### EXERCISE INSTRUCTIONS
The required output is every record, reproduced exactly.

### PROVIDED MATERIAL
Content starts

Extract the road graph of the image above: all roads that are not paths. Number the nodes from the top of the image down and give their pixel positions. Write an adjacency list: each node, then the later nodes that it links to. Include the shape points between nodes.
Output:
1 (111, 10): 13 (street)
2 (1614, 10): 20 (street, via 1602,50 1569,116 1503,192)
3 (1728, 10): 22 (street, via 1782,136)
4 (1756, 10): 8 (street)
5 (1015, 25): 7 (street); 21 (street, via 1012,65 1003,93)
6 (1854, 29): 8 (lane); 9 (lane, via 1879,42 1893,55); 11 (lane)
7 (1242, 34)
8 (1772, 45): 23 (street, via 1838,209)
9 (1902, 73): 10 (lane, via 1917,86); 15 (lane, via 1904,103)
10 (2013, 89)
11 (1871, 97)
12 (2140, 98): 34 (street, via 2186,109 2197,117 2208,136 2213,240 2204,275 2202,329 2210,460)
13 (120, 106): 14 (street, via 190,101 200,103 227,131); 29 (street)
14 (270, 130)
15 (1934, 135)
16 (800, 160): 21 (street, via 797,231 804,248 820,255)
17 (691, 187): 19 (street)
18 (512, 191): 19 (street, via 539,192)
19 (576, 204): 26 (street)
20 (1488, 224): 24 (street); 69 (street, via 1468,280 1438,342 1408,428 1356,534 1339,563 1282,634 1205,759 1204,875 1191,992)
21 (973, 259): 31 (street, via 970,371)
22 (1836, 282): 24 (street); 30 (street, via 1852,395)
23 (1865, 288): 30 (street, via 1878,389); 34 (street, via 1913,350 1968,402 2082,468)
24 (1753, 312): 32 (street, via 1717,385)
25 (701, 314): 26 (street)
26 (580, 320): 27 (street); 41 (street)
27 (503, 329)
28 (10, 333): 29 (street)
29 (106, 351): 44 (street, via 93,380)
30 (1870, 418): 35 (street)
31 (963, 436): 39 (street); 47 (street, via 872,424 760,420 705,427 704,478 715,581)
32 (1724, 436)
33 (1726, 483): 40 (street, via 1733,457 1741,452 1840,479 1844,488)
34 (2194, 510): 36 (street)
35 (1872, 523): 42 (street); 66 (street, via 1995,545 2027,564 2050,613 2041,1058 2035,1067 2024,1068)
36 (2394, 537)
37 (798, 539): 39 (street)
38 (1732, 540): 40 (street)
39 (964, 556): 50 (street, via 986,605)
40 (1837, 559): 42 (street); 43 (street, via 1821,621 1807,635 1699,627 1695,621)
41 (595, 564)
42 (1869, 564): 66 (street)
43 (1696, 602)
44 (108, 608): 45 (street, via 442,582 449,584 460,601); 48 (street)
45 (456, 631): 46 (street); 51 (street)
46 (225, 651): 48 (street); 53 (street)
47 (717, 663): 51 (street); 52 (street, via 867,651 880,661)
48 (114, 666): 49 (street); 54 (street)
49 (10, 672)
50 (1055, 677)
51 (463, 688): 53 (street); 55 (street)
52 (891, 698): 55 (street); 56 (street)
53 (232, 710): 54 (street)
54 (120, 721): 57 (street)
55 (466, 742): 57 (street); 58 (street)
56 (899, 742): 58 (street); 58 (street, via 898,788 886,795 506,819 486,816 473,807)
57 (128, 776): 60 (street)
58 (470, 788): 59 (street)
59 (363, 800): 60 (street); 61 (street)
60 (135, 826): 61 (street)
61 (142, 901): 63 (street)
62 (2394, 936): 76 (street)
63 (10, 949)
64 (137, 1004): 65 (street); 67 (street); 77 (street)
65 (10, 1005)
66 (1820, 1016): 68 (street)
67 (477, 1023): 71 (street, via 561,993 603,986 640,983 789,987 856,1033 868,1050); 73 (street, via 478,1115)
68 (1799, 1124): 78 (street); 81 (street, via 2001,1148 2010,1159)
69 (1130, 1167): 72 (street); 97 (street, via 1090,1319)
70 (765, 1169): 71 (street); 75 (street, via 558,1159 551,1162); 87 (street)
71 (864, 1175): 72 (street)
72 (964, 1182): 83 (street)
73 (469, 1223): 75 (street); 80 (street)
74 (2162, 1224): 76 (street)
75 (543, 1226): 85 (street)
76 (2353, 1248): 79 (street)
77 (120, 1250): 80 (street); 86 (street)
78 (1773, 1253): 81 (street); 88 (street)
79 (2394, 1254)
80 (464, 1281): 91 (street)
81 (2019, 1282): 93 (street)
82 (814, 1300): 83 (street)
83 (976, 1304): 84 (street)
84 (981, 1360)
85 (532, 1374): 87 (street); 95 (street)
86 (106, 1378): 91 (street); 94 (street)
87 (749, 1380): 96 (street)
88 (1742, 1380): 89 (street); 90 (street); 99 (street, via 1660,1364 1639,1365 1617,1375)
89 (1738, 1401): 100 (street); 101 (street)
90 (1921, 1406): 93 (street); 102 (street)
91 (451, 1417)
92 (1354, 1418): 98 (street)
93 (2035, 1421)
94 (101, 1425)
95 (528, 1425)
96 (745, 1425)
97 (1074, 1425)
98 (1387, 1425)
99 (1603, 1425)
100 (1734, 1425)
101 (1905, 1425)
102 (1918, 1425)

Content ends

### SOLUTION
Extract the road graph of the image above: all roads that are not paths. Number the nodes from the top of the image down and give their pixel positions. Write an adjacency list: each node, then the later nodes that it links to. Include the shape points between nodes.
Output:
1 (111, 10): 13 (street)
2 (1614, 10): 20 (street, via 1602,50 1569,116 1503,192)
3 (1728, 10): 22 (street, via 1782,136)
4 (1756, 10): 8 (street)
5 (1015, 25): 7 (street); 21 (street, via 1012,65 1003,93)
6 (1854, 29): 8 (lane); 9 (lane, via 1879,42 1893,55); 11 (lane)
7 (1242, 34)
8 (1772, 45): 23 (street, via 1838,209)
9 (1902, 73): 10 (lane, via 1917,86); 15 (lane, via 1904,103)
10 (2013, 89)
11 (1871, 97)
12 (2140, 98): 34 (street, via 2186,109 2197,117 2208,136 2213,240 2204,275 2202,329 2210,460)
13 (120, 106): 14 (street, via 190,101 200,103 227,131); 29 (street)
14 (270, 130)
15 (1934, 135)
16 (800, 160): 21 (street, via 797,231 804,248 820,255)
17 (691, 187): 19 (street)
18 (512, 191): 19 (street, via 539,192)
19 (576, 204): 26 (street)
20 (1488, 224): 24 (street); 69 (street, via 1468,280 1438,342 1408,428 1356,534 1339,563 1282,634 1205,759 1204,875 1191,992)
21 (973, 259): 31 (street, via 970,371)
22 (1836, 282): 24 (street); 30 (street, via 1852,395)
23 (1865, 288): 30 (street, via 1878,389); 34 (street, via 1913,350 1968,402 2082,468)
24 (1753, 312): 32 (street, via 1717,385)
25 (701, 314): 26 (street)
26 (580, 320): 27 (street); 41 (street)
27 (503, 329)
28 (10, 333): 29 (street)
29 (106, 351): 44 (street, via 93,380)
30 (1870, 418): 35 (street)
31 (963, 436): 39 (street); 47 (street, via 872,424 760,420 705,427 704,478 715,581)
32 (1724, 436)
33 (1726, 483): 40 (street, via 1733,457 1741,452 1840,479 1844,488)
34 (2194, 510): 36 (street)
35 (1872, 523): 42 (street); 66 (street, via 1995,545 2027,564 2050,613 2041,1058 2035,1067 2024,1068)
36 (2394, 537)
37 (798, 539): 39 (street)
38 (1732, 540): 40 (street)
39 (964, 556): 50 (street, via 986,605)
40 (1837, 559): 42 (street); 43 (street, via 1821,621 1807,635 1699,627 1695,621)
41 (595, 564)
42 (1869, 564): 66 (street)
43 (1696, 602)
44 (108, 608): 45 (street, via 442,582 449,584 460,601); 48 (street)
45 (456, 631): 46 (street); 51 (street)
46 (225, 651): 48 (street); 53 (street)
47 (717, 663): 51 (street); 52 (street, via 867,651 880,661)
48 (114, 666): 49 (street); 54 (street)
49 (10, 672)
50 (1055, 677)
51 (463, 688): 53 (street); 55 (street)
52 (891, 698): 55 (street); 56 (street)
53 (232, 710): 54 (street)
54 (120, 721): 57 (street)
55 (466, 742): 57 (street); 58 (street)
56 (899, 742): 58 (street); 58 (street, via 898,788 886,795 506,819 486,816 473,807)
57 (128, 776): 60 (street)
58 (470, 788): 59 (street)
59 (363, 800): 60 (street); 61 (street)
60 (135, 826): 61 (street)
61 (142, 901): 63 (street)
62 (2394, 936): 76 (street)
63 (10, 949)
64 (137, 1004): 65 (street); 67 (street); 77 (street)
65 (10, 1005)
66 (1820, 1016): 68 (street)
67 (477, 1023): 71 (street, via 561,993 603,986 640,983 789,987 856,1033 868,1050); 73 (street, via 478,1115)
68 (1799, 1124): 78 (street); 81 (street, via 2001,1148 2010,1159)
69 (1130, 1167): 72 (street); 97 (street, via 1090,1319)
70 (765, 1169): 71 (street); 75 (street, via 558,1159 551,1162); 87 (street)
71 (864, 1175): 72 (street)
72 (964, 1182): 83 (street)
73 (469, 1223): 75 (street); 80 (street)
74 (2162, 1224): 76 (street)
75 (543, 1226): 85 (street)
76 (2353, 1248): 79 (street)
77 (120, 1250): 80 (street); 86 (street)
78 (1773, 1253): 81 (street); 88 (street)
79 (2394, 1254)
80 (464, 1281): 91 (street)
81 (2019, 1282): 93 (street)
82 (814, 1300): 83 (street)
83 (976, 1304): 84 (street)
84 (981, 1360)
85 (532, 1374): 87 (street); 95 (street)
86 (106, 1378): 91 (street); 94 (street)
87 (749, 1380): 96 (street)
88 (1742, 1380): 89 (street); 90 (street); 99 (street, via 1660,1364 1639,1365 1617,1375)
89 (1738, 1401): 100 (street); 101 (street)
90 (1921, 1406): 93 (street); 102 (street)
91 (451, 1417)
92 (1354, 1418): 98 (street)
93 (2035, 1421)
94 (101, 1425)
95 (528, 1425)
96 (745, 1425)
97 (1074, 1425)
98 (1387, 1425)
99 (1603, 1425)
100 (1734, 1425)
101 (1905, 1425)
102 (1918, 1425)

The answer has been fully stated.